▶ [Instructions for the task]:
How many of the lines below contain the word "Ramelli"? Only the number is wanted.

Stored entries
____
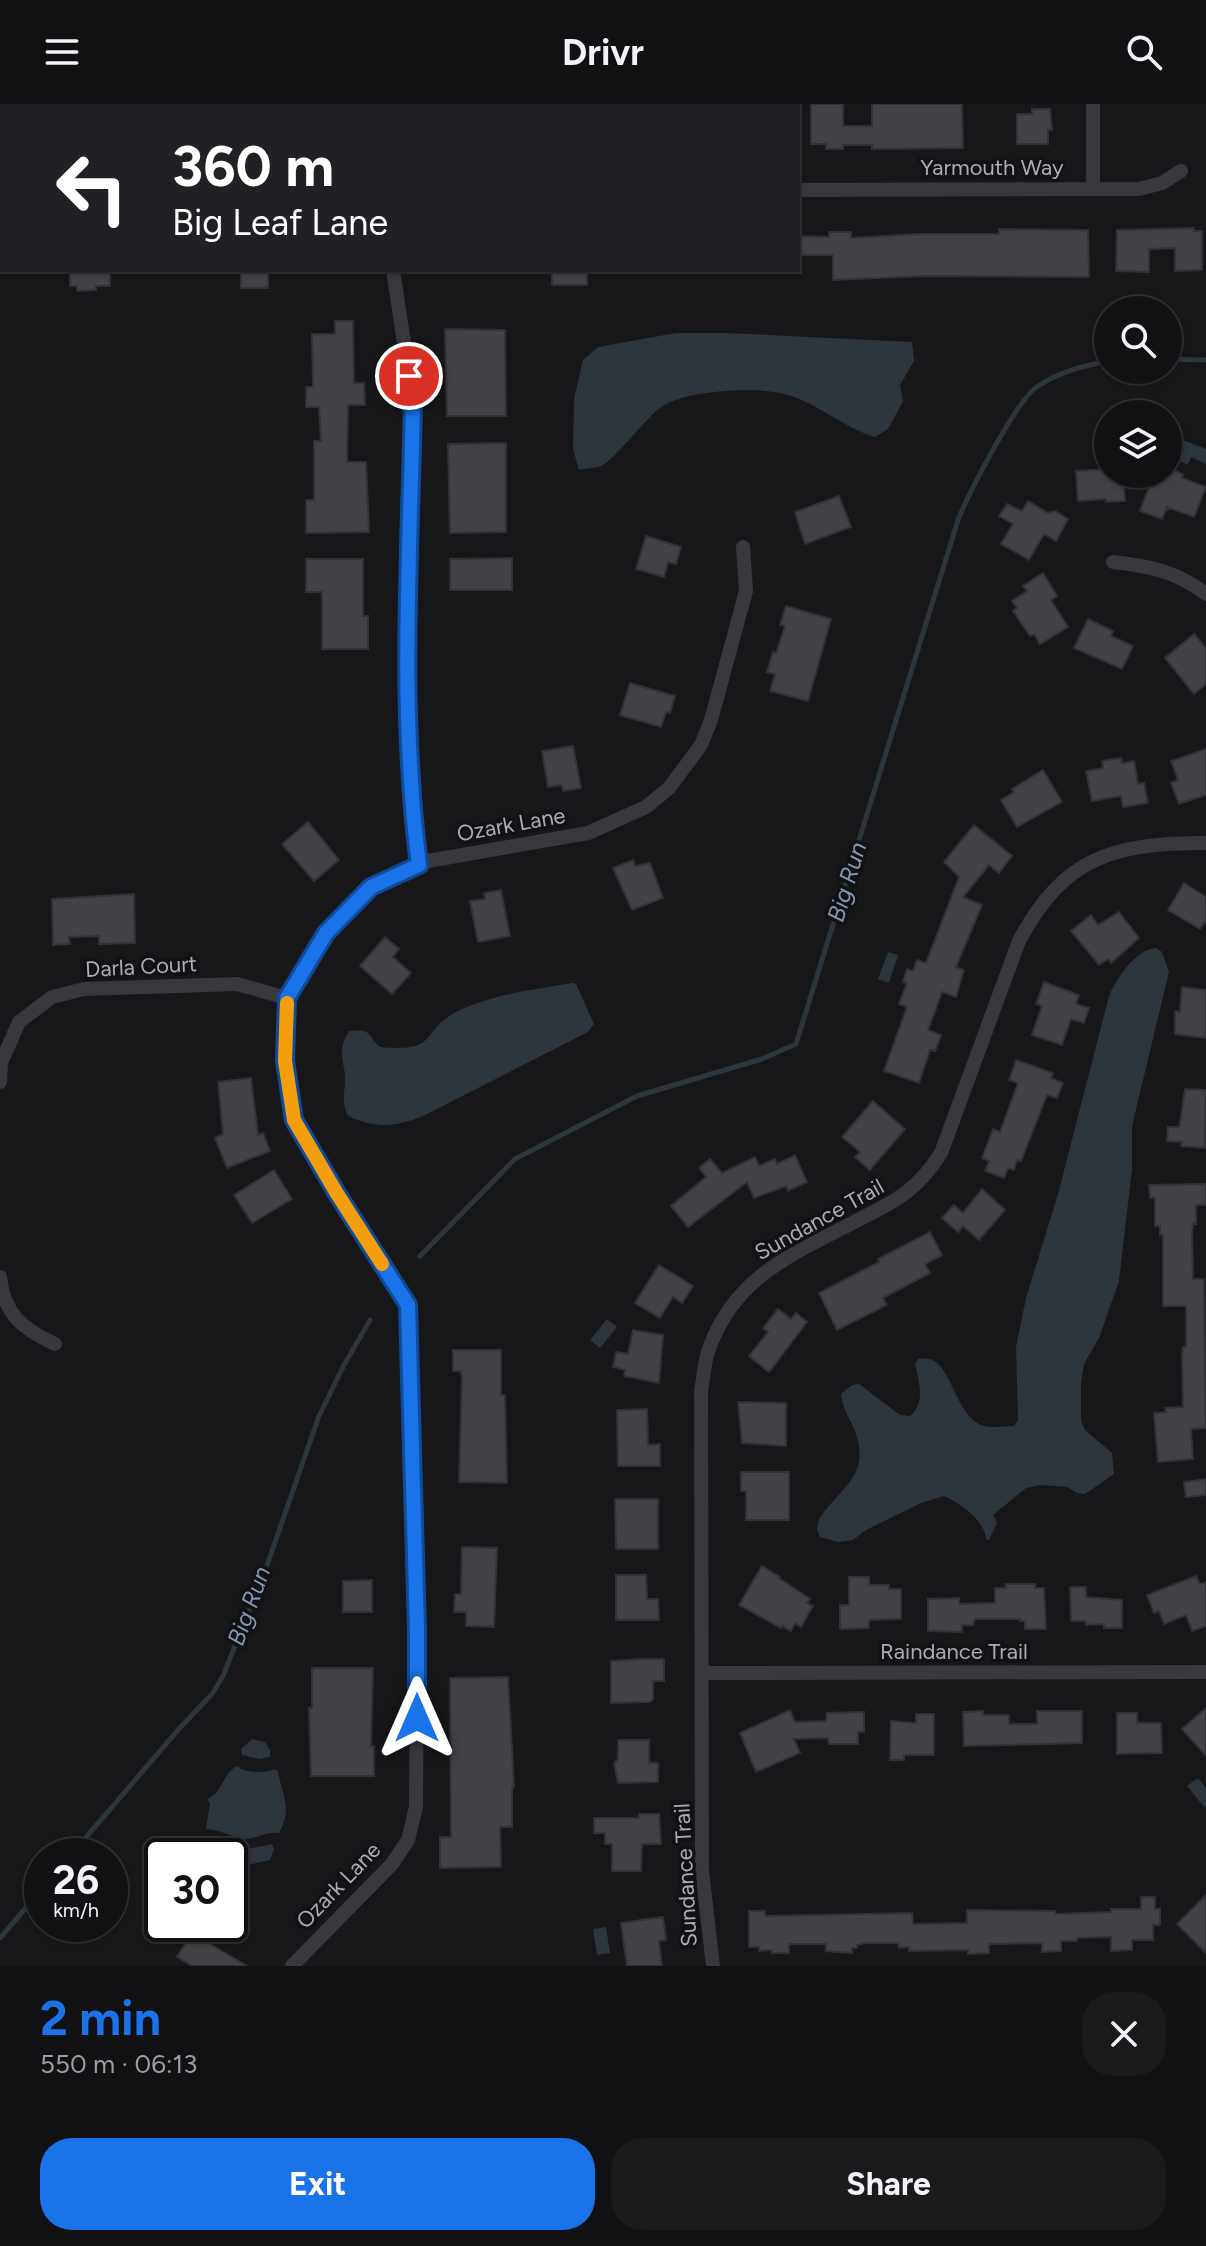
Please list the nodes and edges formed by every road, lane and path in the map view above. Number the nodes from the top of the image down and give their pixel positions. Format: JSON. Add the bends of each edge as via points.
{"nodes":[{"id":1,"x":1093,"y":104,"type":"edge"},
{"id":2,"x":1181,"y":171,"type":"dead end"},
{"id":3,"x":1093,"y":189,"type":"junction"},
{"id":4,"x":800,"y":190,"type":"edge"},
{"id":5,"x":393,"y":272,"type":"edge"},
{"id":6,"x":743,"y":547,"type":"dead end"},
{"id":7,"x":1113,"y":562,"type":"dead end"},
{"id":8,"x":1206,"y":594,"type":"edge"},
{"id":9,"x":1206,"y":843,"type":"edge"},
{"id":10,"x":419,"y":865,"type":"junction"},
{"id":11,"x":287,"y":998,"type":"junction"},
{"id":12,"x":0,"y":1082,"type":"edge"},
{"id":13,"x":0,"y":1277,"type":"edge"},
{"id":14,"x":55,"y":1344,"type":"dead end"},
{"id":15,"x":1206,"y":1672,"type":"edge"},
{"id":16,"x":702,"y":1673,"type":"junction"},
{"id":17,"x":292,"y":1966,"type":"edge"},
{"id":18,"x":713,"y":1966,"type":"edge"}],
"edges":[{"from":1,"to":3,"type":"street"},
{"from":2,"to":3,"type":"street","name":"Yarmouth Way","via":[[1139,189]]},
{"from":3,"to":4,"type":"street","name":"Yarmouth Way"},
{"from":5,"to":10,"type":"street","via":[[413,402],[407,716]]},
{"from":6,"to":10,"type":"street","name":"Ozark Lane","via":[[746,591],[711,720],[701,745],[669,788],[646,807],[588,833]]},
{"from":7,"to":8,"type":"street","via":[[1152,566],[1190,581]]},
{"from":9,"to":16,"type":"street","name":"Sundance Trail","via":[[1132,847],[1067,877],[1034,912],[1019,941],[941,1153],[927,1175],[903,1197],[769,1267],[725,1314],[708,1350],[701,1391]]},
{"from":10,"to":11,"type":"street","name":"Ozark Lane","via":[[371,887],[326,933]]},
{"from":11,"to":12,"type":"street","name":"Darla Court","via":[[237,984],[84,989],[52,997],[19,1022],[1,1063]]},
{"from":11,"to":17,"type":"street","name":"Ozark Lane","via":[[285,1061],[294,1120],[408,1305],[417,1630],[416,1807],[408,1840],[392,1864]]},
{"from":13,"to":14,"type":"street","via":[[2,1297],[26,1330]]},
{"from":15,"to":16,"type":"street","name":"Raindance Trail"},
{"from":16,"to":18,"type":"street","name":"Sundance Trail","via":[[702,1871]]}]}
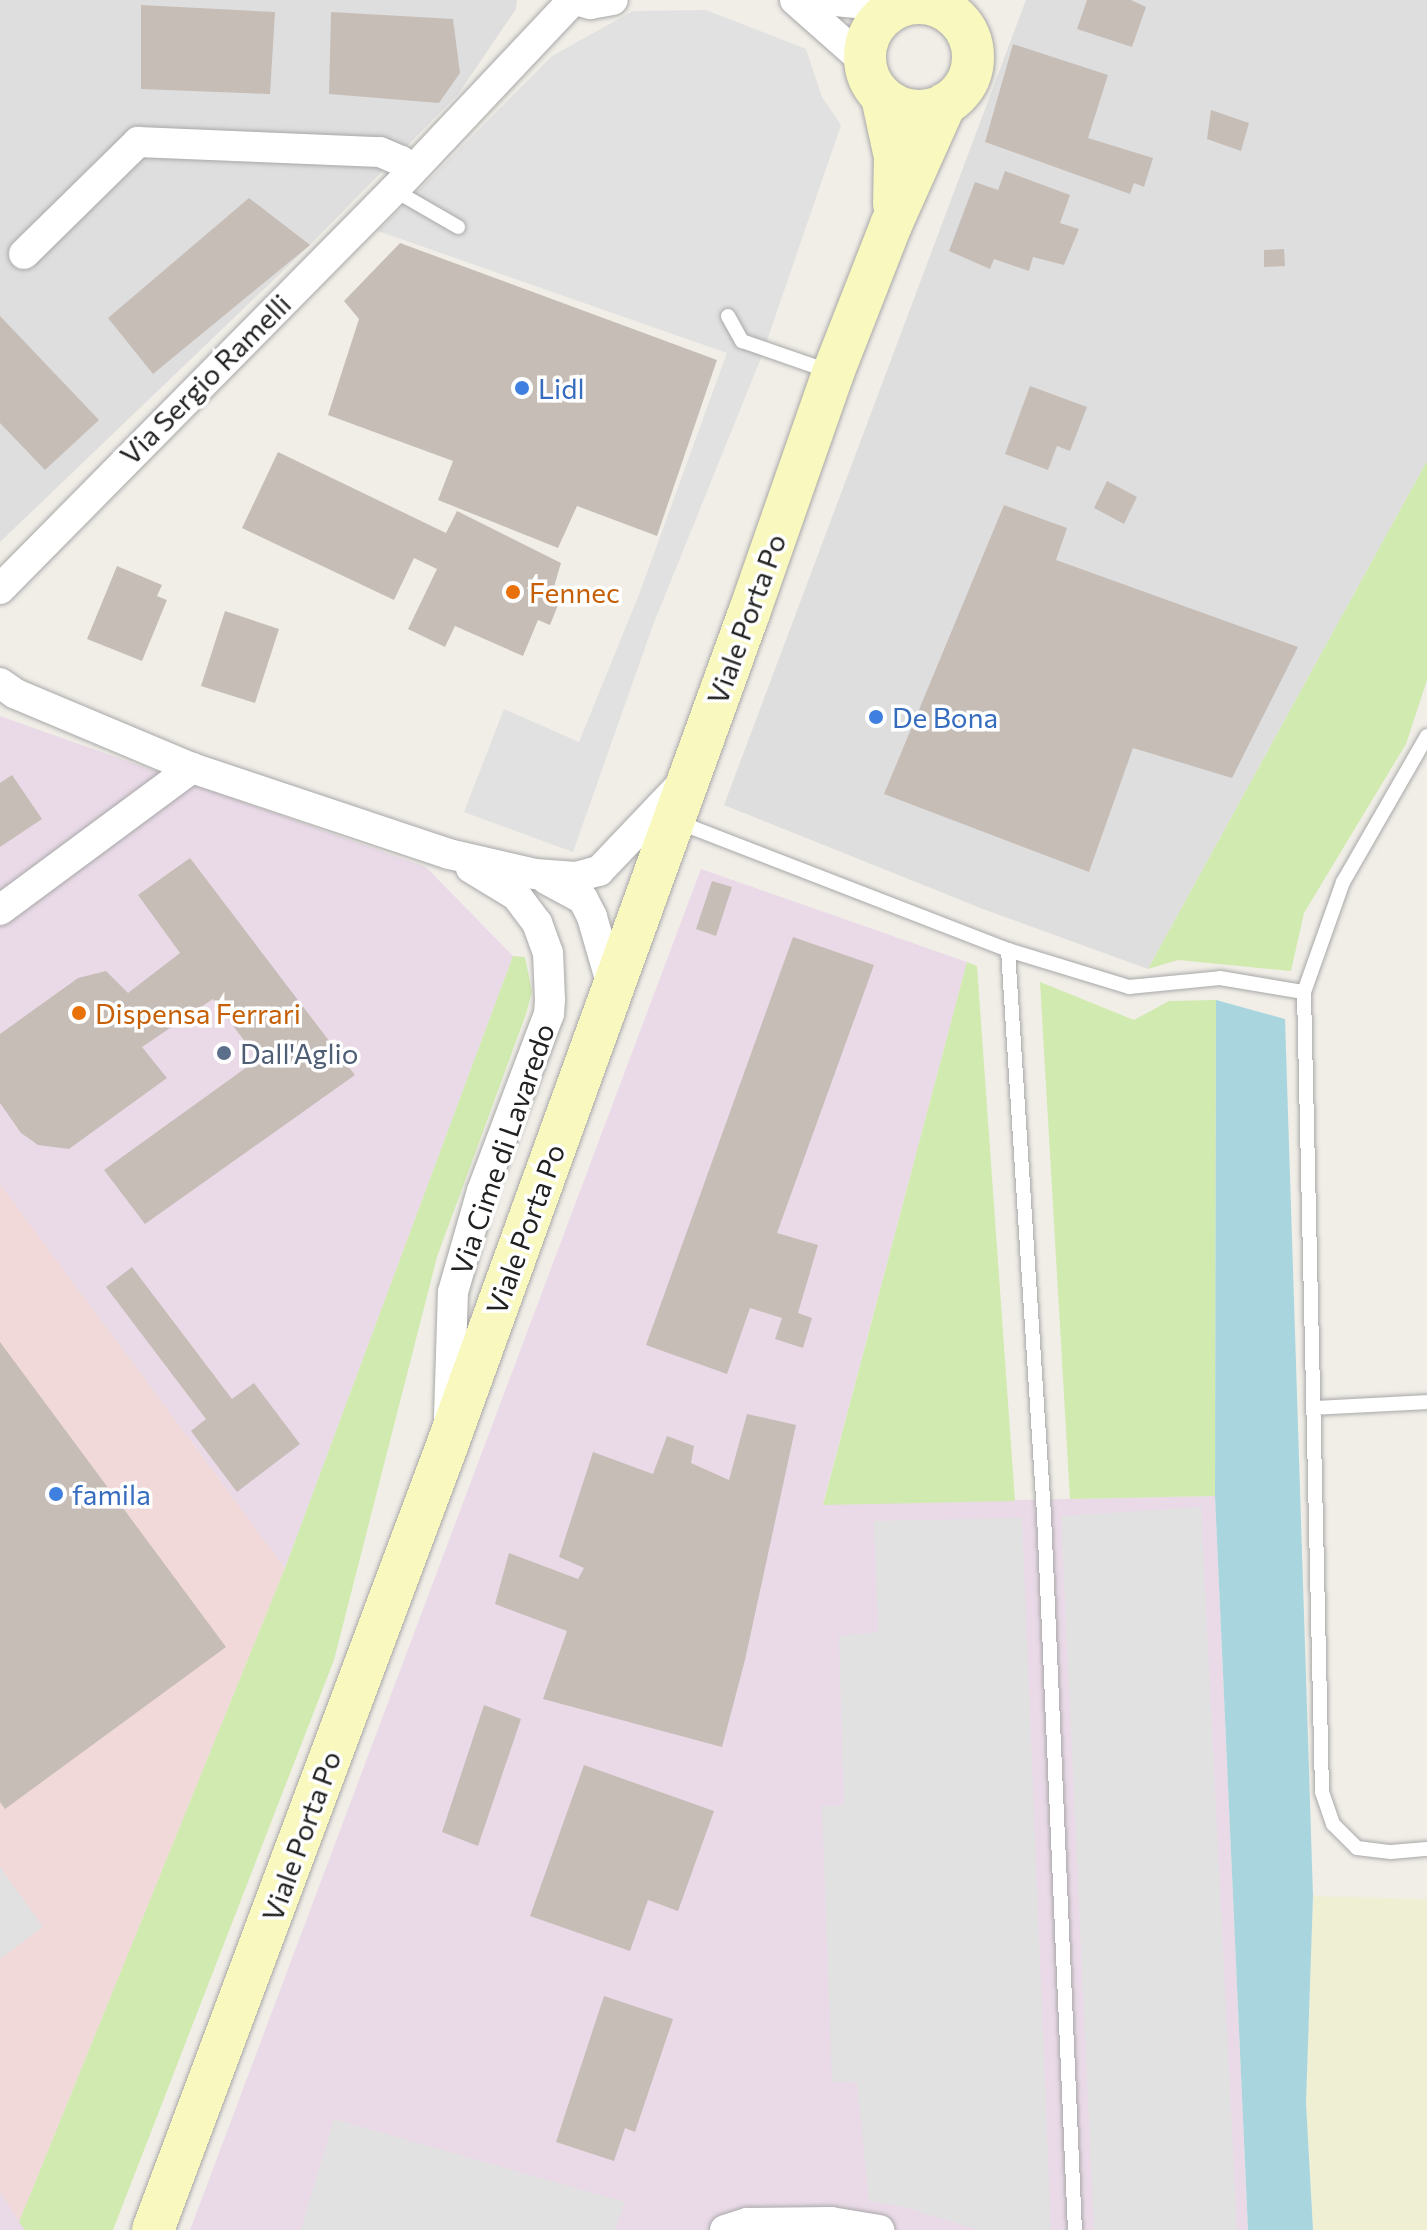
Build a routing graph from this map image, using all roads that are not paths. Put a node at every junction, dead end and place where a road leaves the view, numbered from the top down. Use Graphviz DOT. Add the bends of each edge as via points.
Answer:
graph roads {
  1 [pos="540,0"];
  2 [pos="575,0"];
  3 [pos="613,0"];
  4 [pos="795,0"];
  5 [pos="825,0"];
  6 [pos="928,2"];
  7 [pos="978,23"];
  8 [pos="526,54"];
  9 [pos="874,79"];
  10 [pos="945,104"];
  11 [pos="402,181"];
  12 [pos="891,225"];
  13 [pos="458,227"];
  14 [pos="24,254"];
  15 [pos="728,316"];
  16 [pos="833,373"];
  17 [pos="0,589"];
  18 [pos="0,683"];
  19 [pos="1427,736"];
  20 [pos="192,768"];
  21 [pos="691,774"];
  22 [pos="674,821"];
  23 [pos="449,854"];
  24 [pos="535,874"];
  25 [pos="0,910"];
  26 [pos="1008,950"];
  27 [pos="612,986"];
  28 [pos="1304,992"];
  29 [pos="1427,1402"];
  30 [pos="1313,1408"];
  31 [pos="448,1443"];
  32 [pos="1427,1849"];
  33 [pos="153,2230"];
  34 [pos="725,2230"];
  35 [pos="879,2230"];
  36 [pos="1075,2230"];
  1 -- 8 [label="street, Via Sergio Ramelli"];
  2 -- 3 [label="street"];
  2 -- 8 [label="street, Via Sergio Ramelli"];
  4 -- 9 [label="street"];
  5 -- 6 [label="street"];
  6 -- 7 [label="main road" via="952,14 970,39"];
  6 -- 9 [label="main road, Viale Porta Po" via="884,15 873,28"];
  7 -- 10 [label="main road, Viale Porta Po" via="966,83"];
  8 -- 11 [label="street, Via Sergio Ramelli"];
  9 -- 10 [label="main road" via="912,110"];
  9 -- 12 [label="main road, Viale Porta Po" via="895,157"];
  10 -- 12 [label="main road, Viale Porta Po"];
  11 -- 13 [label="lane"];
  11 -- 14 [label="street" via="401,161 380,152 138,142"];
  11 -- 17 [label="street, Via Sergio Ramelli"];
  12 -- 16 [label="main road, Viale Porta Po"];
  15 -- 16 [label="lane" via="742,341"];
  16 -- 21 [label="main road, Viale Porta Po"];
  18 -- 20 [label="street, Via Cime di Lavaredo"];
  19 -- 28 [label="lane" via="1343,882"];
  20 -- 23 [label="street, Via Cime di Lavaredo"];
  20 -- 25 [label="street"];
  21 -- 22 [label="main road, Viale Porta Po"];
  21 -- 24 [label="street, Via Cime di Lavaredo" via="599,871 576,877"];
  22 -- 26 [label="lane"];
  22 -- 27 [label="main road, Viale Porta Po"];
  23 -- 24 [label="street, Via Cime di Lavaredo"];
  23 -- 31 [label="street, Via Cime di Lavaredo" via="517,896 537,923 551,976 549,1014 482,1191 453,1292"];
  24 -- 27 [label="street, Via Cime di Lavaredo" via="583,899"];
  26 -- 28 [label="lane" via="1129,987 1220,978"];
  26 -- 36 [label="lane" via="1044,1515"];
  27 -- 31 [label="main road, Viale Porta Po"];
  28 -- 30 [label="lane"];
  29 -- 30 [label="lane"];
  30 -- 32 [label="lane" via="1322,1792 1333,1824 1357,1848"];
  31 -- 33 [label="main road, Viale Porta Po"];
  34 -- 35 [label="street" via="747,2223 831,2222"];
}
____
▶ [Written response]:
4